## TASK OBJECTIVE
Write out the entries exactly. None of the pictures should appear in the copy.

## RECORDS PROVIDED
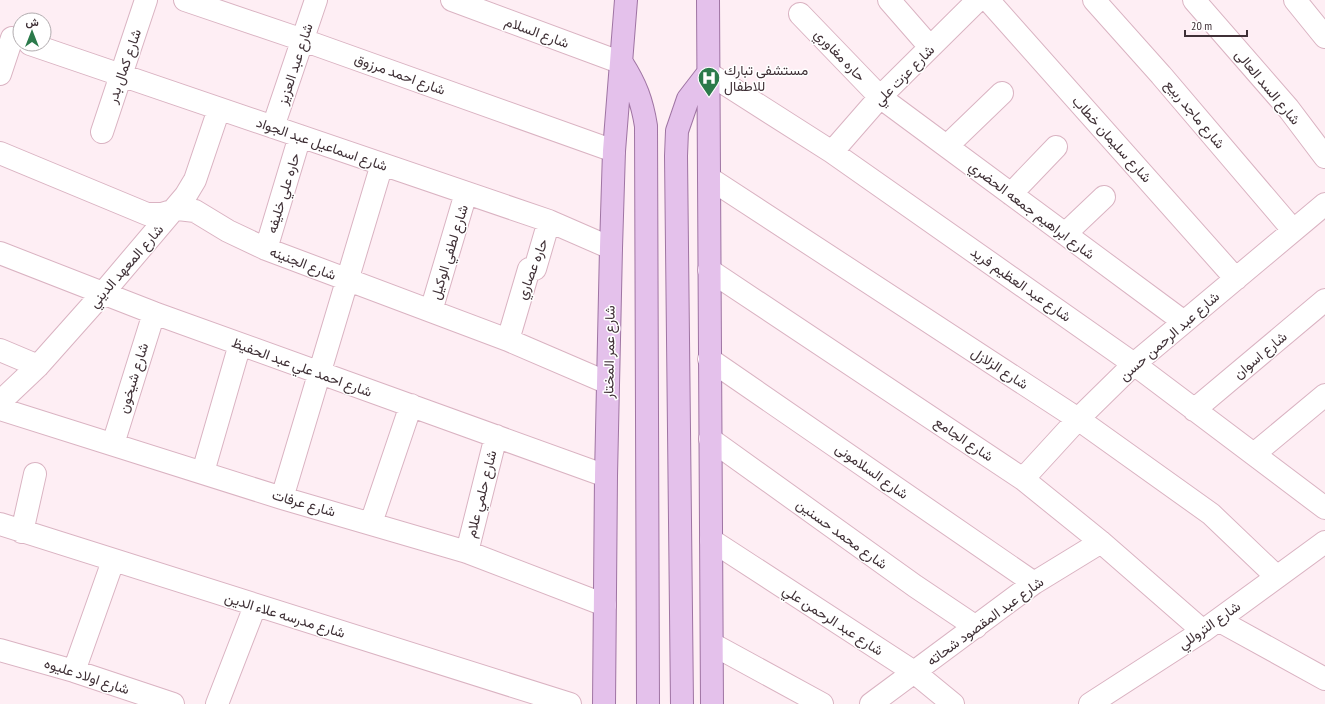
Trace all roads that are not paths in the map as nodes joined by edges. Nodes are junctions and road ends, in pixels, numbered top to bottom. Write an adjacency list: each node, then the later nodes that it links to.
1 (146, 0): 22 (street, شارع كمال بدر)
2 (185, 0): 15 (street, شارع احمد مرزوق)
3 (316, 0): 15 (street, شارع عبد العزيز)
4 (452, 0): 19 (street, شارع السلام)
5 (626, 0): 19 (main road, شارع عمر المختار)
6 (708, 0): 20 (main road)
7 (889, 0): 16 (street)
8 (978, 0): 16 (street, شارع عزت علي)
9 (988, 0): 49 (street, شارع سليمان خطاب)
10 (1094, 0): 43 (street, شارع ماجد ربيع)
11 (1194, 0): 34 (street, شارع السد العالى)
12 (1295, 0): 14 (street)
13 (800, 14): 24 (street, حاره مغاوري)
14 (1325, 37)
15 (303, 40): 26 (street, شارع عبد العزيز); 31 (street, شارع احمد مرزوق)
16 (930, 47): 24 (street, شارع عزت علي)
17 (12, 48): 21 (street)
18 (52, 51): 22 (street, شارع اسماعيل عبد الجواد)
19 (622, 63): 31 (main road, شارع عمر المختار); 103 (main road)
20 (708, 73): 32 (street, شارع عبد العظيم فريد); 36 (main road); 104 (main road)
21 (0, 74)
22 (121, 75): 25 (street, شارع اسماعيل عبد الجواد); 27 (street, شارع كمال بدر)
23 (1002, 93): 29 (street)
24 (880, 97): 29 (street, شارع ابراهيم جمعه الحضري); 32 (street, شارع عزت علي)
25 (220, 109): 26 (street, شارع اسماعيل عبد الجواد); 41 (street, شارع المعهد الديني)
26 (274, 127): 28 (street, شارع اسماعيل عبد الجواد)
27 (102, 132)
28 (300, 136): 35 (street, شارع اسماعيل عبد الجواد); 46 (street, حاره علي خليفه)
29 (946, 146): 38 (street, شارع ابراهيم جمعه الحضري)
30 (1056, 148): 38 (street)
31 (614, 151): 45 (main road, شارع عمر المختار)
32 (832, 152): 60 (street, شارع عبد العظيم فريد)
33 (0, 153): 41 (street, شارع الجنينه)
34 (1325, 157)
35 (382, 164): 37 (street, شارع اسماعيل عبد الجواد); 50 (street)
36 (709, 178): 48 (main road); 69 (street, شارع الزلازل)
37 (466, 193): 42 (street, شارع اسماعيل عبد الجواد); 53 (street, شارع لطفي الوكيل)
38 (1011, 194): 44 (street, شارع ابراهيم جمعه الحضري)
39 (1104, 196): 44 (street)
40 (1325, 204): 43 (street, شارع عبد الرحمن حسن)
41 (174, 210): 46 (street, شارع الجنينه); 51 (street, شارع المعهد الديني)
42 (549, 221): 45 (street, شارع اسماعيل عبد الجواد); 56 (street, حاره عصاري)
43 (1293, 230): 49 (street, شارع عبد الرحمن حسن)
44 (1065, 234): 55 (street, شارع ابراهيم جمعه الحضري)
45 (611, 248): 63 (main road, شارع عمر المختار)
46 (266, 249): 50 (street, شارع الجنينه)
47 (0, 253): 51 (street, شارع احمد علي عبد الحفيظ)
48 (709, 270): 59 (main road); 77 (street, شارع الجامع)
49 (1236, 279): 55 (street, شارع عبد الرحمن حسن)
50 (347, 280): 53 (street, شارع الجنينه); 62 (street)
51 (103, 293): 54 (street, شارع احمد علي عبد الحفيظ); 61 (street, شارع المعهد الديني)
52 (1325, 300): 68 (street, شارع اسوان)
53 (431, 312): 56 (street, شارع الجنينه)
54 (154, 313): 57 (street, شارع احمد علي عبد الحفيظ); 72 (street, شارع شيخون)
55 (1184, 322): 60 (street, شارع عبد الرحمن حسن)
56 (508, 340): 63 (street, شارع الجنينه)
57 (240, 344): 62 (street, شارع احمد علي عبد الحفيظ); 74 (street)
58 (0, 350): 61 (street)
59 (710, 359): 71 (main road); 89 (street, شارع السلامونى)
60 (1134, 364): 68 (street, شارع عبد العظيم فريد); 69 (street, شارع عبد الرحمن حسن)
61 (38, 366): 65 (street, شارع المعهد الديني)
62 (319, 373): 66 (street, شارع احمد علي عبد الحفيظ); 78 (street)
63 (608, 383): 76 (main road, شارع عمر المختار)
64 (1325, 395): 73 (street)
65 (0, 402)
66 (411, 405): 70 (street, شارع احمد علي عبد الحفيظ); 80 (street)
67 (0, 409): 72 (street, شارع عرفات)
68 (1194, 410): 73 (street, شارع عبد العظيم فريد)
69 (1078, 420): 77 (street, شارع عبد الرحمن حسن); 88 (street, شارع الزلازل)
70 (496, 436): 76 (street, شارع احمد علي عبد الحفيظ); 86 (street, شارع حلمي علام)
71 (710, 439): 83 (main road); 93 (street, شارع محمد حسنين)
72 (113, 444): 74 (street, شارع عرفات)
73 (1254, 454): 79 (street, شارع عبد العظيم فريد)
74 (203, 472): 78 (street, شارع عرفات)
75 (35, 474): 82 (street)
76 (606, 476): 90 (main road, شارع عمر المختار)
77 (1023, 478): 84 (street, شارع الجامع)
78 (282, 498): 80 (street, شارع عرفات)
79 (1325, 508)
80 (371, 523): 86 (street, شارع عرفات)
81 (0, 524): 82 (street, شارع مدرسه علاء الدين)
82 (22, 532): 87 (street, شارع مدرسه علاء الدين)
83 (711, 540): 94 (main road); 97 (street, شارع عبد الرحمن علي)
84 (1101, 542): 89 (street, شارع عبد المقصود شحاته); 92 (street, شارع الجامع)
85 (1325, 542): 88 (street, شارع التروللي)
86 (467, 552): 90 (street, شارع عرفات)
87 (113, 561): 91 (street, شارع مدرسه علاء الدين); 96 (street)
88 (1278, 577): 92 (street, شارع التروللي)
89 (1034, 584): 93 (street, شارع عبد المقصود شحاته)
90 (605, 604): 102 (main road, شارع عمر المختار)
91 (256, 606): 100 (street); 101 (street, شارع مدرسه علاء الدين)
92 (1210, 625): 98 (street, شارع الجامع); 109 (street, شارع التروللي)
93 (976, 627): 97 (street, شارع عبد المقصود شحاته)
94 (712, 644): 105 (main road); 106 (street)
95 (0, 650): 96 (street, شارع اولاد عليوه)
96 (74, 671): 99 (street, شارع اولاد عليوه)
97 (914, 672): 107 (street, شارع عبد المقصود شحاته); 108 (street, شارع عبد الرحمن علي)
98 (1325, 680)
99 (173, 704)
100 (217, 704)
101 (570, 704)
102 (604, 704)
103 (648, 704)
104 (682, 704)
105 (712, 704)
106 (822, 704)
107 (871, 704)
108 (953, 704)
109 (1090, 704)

## PROBLEM SOLUTION
Trace all roads that are not paths in the map as nodes joined by edges. Nodes are junctions and road ends, in pixels, numbered top to bottom. Write an adjacency list: each node, then the later nodes that it links to.
1 (146, 0): 22 (street, شارع كمال بدر)
2 (185, 0): 15 (street, شارع احمد مرزوق)
3 (316, 0): 15 (street, شارع عبد العزيز)
4 (452, 0): 19 (street, شارع السلام)
5 (626, 0): 19 (main road, شارع عمر المختار)
6 (708, 0): 20 (main road)
7 (889, 0): 16 (street)
8 (978, 0): 16 (street, شارع عزت علي)
9 (988, 0): 49 (street, شارع سليمان خطاب)
10 (1094, 0): 43 (street, شارع ماجد ربيع)
11 (1194, 0): 34 (street, شارع السد العالى)
12 (1295, 0): 14 (street)
13 (800, 14): 24 (street, حاره مغاوري)
14 (1325, 37)
15 (303, 40): 26 (street, شارع عبد العزيز); 31 (street, شارع احمد مرزوق)
16 (930, 47): 24 (street, شارع عزت علي)
17 (12, 48): 21 (street)
18 (52, 51): 22 (street, شارع اسماعيل عبد الجواد)
19 (622, 63): 31 (main road, شارع عمر المختار); 103 (main road)
20 (708, 73): 32 (street, شارع عبد العظيم فريد); 36 (main road); 104 (main road)
21 (0, 74)
22 (121, 75): 25 (street, شارع اسماعيل عبد الجواد); 27 (street, شارع كمال بدر)
23 (1002, 93): 29 (street)
24 (880, 97): 29 (street, شارع ابراهيم جمعه الحضري); 32 (street, شارع عزت علي)
25 (220, 109): 26 (street, شارع اسماعيل عبد الجواد); 41 (street, شارع المعهد الديني)
26 (274, 127): 28 (street, شارع اسماعيل عبد الجواد)
27 (102, 132)
28 (300, 136): 35 (street, شارع اسماعيل عبد الجواد); 46 (street, حاره علي خليفه)
29 (946, 146): 38 (street, شارع ابراهيم جمعه الحضري)
30 (1056, 148): 38 (street)
31 (614, 151): 45 (main road, شارع عمر المختار)
32 (832, 152): 60 (street, شارع عبد العظيم فريد)
33 (0, 153): 41 (street, شارع الجنينه)
34 (1325, 157)
35 (382, 164): 37 (street, شارع اسماعيل عبد الجواد); 50 (street)
36 (709, 178): 48 (main road); 69 (street, شارع الزلازل)
37 (466, 193): 42 (street, شارع اسماعيل عبد الجواد); 53 (street, شارع لطفي الوكيل)
38 (1011, 194): 44 (street, شارع ابراهيم جمعه الحضري)
39 (1104, 196): 44 (street)
40 (1325, 204): 43 (street, شارع عبد الرحمن حسن)
41 (174, 210): 46 (street, شارع الجنينه); 51 (street, شارع المعهد الديني)
42 (549, 221): 45 (street, شارع اسماعيل عبد الجواد); 56 (street, حاره عصاري)
43 (1293, 230): 49 (street, شارع عبد الرحمن حسن)
44 (1065, 234): 55 (street, شارع ابراهيم جمعه الحضري)
45 (611, 248): 63 (main road, شارع عمر المختار)
46 (266, 249): 50 (street, شارع الجنينه)
47 (0, 253): 51 (street, شارع احمد علي عبد الحفيظ)
48 (709, 270): 59 (main road); 77 (street, شارع الجامع)
49 (1236, 279): 55 (street, شارع عبد الرحمن حسن)
50 (347, 280): 53 (street, شارع الجنينه); 62 (street)
51 (103, 293): 54 (street, شارع احمد علي عبد الحفيظ); 61 (street, شارع المعهد الديني)
52 (1325, 300): 68 (street, شارع اسوان)
53 (431, 312): 56 (street, شارع الجنينه)
54 (154, 313): 57 (street, شارع احمد علي عبد الحفيظ); 72 (street, شارع شيخون)
55 (1184, 322): 60 (street, شارع عبد الرحمن حسن)
56 (508, 340): 63 (street, شارع الجنينه)
57 (240, 344): 62 (street, شارع احمد علي عبد الحفيظ); 74 (street)
58 (0, 350): 61 (street)
59 (710, 359): 71 (main road); 89 (street, شارع السلامونى)
60 (1134, 364): 68 (street, شارع عبد العظيم فريد); 69 (street, شارع عبد الرحمن حسن)
61 (38, 366): 65 (street, شارع المعهد الديني)
62 (319, 373): 66 (street, شارع احمد علي عبد الحفيظ); 78 (street)
63 (608, 383): 76 (main road, شارع عمر المختار)
64 (1325, 395): 73 (street)
65 (0, 402)
66 (411, 405): 70 (street, شارع احمد علي عبد الحفيظ); 80 (street)
67 (0, 409): 72 (street, شارع عرفات)
68 (1194, 410): 73 (street, شارع عبد العظيم فريد)
69 (1078, 420): 77 (street, شارع عبد الرحمن حسن); 88 (street, شارع الزلازل)
70 (496, 436): 76 (street, شارع احمد علي عبد الحفيظ); 86 (street, شارع حلمي علام)
71 (710, 439): 83 (main road); 93 (street, شارع محمد حسنين)
72 (113, 444): 74 (street, شارع عرفات)
73 (1254, 454): 79 (street, شارع عبد العظيم فريد)
74 (203, 472): 78 (street, شارع عرفات)
75 (35, 474): 82 (street)
76 (606, 476): 90 (main road, شارع عمر المختار)
77 (1023, 478): 84 (street, شارع الجامع)
78 (282, 498): 80 (street, شارع عرفات)
79 (1325, 508)
80 (371, 523): 86 (street, شارع عرفات)
81 (0, 524): 82 (street, شارع مدرسه علاء الدين)
82 (22, 532): 87 (street, شارع مدرسه علاء الدين)
83 (711, 540): 94 (main road); 97 (street, شارع عبد الرحمن علي)
84 (1101, 542): 89 (street, شارع عبد المقصود شحاته); 92 (street, شارع الجامع)
85 (1325, 542): 88 (street, شارع التروللي)
86 (467, 552): 90 (street, شارع عرفات)
87 (113, 561): 91 (street, شارع مدرسه علاء الدين); 96 (street)
88 (1278, 577): 92 (street, شارع التروللي)
89 (1034, 584): 93 (street, شارع عبد المقصود شحاته)
90 (605, 604): 102 (main road, شارع عمر المختار)
91 (256, 606): 100 (street); 101 (street, شارع مدرسه علاء الدين)
92 (1210, 625): 98 (street, شارع الجامع); 109 (street, شارع التروللي)
93 (976, 627): 97 (street, شارع عبد المقصود شحاته)
94 (712, 644): 105 (main road); 106 (street)
95 (0, 650): 96 (street, شارع اولاد عليوه)
96 (74, 671): 99 (street, شارع اولاد عليوه)
97 (914, 672): 107 (street, شارع عبد المقصود شحاته); 108 (street, شارع عبد الرحمن علي)
98 (1325, 680)
99 (173, 704)
100 (217, 704)
101 (570, 704)
102 (604, 704)
103 (648, 704)
104 (682, 704)
105 (712, 704)
106 (822, 704)
107 (871, 704)
108 (953, 704)
109 (1090, 704)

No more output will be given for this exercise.